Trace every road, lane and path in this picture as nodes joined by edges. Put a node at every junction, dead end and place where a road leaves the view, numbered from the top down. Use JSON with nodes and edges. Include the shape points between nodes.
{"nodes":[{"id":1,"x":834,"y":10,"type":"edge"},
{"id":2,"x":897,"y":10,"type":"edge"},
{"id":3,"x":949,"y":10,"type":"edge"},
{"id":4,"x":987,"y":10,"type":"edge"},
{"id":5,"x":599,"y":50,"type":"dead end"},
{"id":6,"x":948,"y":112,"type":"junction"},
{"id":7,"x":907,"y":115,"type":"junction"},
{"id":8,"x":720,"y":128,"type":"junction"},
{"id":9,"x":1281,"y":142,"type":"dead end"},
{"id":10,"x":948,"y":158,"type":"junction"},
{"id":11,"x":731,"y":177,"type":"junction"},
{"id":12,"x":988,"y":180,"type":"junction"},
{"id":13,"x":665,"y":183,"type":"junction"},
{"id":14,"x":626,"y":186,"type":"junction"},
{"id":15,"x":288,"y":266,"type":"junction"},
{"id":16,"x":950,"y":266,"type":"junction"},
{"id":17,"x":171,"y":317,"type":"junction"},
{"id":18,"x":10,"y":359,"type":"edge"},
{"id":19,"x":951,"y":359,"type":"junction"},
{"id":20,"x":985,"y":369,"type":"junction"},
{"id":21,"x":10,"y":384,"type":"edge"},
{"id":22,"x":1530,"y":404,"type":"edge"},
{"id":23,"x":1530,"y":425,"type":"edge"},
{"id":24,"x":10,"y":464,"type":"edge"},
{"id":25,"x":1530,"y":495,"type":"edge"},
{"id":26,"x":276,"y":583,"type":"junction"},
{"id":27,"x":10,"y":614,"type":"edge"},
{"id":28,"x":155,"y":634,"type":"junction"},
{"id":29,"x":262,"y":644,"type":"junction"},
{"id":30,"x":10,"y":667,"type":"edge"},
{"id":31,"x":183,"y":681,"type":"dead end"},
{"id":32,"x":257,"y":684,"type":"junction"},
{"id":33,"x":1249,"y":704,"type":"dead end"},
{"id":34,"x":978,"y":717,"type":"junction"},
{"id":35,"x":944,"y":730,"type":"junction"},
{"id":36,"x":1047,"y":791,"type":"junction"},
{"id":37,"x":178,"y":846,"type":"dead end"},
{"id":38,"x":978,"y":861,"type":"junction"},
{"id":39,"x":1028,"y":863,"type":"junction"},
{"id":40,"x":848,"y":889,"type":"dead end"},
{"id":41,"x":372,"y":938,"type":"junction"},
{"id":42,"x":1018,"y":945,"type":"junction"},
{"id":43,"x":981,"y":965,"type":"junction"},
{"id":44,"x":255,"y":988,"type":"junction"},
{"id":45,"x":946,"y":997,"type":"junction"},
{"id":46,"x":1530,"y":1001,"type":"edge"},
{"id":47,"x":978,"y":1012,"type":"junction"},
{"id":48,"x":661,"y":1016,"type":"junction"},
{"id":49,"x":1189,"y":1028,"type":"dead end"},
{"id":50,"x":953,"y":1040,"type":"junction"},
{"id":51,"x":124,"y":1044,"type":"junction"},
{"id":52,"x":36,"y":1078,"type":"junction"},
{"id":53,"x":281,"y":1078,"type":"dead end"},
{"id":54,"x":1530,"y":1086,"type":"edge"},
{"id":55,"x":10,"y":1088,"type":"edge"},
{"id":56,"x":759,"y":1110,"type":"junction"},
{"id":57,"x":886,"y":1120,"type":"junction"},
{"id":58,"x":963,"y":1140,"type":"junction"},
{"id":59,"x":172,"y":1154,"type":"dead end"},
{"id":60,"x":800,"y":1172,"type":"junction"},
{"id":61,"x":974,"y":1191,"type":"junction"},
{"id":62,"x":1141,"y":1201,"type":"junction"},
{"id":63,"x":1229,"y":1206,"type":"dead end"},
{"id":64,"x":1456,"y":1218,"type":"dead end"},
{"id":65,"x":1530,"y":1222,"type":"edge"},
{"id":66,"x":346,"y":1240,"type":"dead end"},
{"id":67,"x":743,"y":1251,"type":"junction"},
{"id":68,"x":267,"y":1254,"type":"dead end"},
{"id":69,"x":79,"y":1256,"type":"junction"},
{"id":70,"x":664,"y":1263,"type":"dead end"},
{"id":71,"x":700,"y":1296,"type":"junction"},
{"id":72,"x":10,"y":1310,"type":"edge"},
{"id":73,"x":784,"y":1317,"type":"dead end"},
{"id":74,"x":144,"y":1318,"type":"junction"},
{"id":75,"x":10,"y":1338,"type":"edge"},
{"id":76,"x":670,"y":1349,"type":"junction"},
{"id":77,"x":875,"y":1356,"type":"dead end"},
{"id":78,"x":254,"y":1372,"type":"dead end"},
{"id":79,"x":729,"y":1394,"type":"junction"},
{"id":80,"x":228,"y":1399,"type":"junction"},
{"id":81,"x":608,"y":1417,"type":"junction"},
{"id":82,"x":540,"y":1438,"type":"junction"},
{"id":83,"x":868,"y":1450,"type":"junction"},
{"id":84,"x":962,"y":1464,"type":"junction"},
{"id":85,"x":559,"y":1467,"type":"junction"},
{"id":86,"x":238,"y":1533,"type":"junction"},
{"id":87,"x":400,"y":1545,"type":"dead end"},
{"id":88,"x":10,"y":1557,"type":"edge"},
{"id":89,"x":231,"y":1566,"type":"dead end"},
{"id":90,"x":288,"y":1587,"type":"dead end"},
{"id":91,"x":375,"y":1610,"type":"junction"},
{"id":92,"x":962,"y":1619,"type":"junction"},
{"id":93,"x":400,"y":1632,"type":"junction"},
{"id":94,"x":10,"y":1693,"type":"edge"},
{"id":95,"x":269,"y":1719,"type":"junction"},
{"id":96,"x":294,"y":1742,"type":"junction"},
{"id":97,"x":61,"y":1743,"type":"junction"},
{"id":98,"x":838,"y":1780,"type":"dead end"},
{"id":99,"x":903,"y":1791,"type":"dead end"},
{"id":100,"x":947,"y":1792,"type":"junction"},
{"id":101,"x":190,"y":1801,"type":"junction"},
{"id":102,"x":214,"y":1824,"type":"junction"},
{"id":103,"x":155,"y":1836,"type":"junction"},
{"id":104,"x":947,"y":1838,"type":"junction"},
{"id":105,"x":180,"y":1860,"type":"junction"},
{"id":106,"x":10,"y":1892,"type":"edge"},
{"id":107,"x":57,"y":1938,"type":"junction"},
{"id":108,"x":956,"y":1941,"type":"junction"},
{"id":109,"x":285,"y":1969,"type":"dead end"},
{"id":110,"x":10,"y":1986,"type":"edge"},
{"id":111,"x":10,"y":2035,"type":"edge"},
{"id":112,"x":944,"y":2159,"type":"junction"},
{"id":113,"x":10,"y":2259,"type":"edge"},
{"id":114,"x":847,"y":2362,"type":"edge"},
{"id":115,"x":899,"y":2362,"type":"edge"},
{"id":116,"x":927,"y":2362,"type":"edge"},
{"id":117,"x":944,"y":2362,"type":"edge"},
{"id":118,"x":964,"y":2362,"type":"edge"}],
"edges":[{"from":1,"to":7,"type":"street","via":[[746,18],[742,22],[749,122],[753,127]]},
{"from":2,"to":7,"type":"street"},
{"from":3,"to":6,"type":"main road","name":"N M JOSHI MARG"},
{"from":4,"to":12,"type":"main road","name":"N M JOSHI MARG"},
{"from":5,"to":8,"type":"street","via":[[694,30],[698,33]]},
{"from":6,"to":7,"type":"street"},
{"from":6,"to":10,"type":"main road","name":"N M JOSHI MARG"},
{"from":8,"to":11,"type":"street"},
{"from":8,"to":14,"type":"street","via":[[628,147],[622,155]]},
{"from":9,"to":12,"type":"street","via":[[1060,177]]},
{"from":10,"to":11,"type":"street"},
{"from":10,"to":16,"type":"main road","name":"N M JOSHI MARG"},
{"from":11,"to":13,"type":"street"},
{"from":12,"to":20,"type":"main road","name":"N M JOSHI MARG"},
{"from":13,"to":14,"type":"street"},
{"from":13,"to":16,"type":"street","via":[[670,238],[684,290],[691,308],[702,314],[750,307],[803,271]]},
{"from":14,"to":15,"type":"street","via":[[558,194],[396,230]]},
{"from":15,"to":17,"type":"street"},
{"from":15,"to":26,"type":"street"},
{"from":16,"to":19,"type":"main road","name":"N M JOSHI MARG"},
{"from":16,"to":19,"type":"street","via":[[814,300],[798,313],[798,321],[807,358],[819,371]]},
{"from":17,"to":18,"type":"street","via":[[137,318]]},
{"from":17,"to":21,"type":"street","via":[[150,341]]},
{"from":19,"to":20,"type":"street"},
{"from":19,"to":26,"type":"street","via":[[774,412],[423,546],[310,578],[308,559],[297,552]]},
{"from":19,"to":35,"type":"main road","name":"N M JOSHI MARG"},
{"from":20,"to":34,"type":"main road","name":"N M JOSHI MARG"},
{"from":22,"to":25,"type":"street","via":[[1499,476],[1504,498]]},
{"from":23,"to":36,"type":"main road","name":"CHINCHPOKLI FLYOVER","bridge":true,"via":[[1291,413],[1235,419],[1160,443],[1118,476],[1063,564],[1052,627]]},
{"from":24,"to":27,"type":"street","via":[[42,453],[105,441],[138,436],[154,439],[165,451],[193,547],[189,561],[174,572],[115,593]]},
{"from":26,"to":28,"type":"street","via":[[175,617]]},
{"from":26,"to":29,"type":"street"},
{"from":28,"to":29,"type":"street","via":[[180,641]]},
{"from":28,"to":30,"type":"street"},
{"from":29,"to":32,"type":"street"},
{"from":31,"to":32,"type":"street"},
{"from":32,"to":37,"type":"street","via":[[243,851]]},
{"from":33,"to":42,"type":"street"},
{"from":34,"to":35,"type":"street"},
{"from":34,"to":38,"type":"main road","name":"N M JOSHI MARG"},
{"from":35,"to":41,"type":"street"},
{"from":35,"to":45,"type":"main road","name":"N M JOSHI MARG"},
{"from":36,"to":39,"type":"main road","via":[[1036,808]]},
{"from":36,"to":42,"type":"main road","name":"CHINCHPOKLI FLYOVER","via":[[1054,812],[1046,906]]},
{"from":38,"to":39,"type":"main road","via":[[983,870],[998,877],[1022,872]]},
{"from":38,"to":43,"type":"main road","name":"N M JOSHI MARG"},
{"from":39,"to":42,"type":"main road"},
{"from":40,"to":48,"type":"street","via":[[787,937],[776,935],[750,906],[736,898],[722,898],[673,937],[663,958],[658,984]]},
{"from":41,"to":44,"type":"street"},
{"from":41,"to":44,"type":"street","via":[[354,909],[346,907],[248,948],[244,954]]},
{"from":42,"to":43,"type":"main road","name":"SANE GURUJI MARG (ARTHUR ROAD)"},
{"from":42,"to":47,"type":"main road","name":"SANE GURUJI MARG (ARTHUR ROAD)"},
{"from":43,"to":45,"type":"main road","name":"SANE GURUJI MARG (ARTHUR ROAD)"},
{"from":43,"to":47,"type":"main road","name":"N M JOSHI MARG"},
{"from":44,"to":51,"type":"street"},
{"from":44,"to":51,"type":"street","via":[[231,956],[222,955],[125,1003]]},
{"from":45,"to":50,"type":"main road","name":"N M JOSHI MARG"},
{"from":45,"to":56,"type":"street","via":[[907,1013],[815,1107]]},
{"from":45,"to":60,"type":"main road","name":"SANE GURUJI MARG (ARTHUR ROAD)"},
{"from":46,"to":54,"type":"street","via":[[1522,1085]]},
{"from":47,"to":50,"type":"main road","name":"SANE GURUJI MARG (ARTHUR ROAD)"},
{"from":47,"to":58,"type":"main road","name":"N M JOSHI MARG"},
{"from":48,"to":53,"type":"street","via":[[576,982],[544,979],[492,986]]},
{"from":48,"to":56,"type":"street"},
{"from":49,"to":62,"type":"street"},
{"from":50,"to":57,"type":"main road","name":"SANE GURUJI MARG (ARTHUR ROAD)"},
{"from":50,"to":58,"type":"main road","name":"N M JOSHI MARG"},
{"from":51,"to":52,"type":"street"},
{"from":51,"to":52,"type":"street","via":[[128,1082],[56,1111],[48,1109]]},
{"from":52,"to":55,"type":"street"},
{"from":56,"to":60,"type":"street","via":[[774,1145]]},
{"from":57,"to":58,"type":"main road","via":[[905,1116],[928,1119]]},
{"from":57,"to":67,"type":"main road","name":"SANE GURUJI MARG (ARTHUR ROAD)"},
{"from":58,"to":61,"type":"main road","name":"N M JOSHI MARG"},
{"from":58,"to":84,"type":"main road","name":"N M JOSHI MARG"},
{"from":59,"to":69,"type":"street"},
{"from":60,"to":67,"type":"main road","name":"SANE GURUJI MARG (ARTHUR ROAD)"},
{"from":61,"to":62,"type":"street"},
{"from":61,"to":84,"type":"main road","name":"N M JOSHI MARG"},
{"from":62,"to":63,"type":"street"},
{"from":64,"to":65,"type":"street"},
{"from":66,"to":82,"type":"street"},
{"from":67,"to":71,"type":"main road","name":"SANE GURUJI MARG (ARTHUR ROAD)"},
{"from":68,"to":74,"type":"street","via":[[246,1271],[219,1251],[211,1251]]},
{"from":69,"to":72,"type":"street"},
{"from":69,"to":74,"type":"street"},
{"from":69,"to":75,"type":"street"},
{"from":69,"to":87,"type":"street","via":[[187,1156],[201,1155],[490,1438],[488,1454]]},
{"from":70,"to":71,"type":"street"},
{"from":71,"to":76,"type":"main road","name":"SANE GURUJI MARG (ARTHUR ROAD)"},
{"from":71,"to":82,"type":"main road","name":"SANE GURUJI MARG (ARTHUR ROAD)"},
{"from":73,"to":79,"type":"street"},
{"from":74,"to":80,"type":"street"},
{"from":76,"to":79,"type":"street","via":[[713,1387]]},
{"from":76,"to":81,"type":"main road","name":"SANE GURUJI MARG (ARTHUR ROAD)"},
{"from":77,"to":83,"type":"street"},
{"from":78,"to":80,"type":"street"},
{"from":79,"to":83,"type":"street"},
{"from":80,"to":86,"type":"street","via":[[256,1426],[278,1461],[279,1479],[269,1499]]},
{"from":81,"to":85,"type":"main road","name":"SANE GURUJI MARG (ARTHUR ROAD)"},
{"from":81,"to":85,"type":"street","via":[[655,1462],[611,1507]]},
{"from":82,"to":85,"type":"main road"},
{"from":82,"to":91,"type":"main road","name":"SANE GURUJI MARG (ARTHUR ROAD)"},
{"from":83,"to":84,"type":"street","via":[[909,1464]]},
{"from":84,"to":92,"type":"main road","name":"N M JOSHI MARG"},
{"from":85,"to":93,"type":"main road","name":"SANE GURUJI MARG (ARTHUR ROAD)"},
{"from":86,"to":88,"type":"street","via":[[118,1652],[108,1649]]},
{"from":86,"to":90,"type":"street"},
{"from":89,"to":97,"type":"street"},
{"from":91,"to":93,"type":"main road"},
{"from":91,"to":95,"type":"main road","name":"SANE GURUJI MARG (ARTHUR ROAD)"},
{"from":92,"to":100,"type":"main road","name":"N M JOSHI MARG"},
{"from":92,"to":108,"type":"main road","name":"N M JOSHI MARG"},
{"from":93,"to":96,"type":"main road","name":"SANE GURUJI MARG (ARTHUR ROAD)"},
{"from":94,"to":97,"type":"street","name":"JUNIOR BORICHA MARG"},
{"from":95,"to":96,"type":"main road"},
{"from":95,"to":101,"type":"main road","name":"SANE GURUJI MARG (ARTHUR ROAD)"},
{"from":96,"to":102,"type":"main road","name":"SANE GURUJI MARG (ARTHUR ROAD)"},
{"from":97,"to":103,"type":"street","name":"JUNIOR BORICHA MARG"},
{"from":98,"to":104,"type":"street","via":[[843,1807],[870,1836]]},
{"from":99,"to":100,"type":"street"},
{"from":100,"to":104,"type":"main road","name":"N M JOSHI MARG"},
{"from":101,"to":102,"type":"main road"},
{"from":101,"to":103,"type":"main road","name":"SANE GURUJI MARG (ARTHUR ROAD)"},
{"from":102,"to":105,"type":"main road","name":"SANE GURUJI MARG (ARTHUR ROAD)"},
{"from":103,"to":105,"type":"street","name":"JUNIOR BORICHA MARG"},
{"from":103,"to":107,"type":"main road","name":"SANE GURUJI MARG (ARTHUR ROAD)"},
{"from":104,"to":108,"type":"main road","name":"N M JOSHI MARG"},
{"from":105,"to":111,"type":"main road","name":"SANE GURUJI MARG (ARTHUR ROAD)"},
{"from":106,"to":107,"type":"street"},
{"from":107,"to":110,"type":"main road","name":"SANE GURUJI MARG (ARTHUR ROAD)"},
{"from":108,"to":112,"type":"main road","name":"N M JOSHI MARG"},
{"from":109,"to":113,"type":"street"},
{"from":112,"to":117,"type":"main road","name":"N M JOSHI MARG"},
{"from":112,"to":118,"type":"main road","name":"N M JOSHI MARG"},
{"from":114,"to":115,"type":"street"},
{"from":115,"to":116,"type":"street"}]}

-=-=-

EXERCISE AIM: Scan the listing above and identify each line holding the string "JUNIOR"; copy every such line.

ANSWER TO THIS TASK:
{"from":94,"to":97,"type":"street","name":"JUNIOR BORICHA MARG"},
{"from":97,"to":103,"type":"street","name":"JUNIOR BORICHA MARG"},
{"from":103,"to":105,"type":"street","name":"JUNIOR BORICHA MARG"},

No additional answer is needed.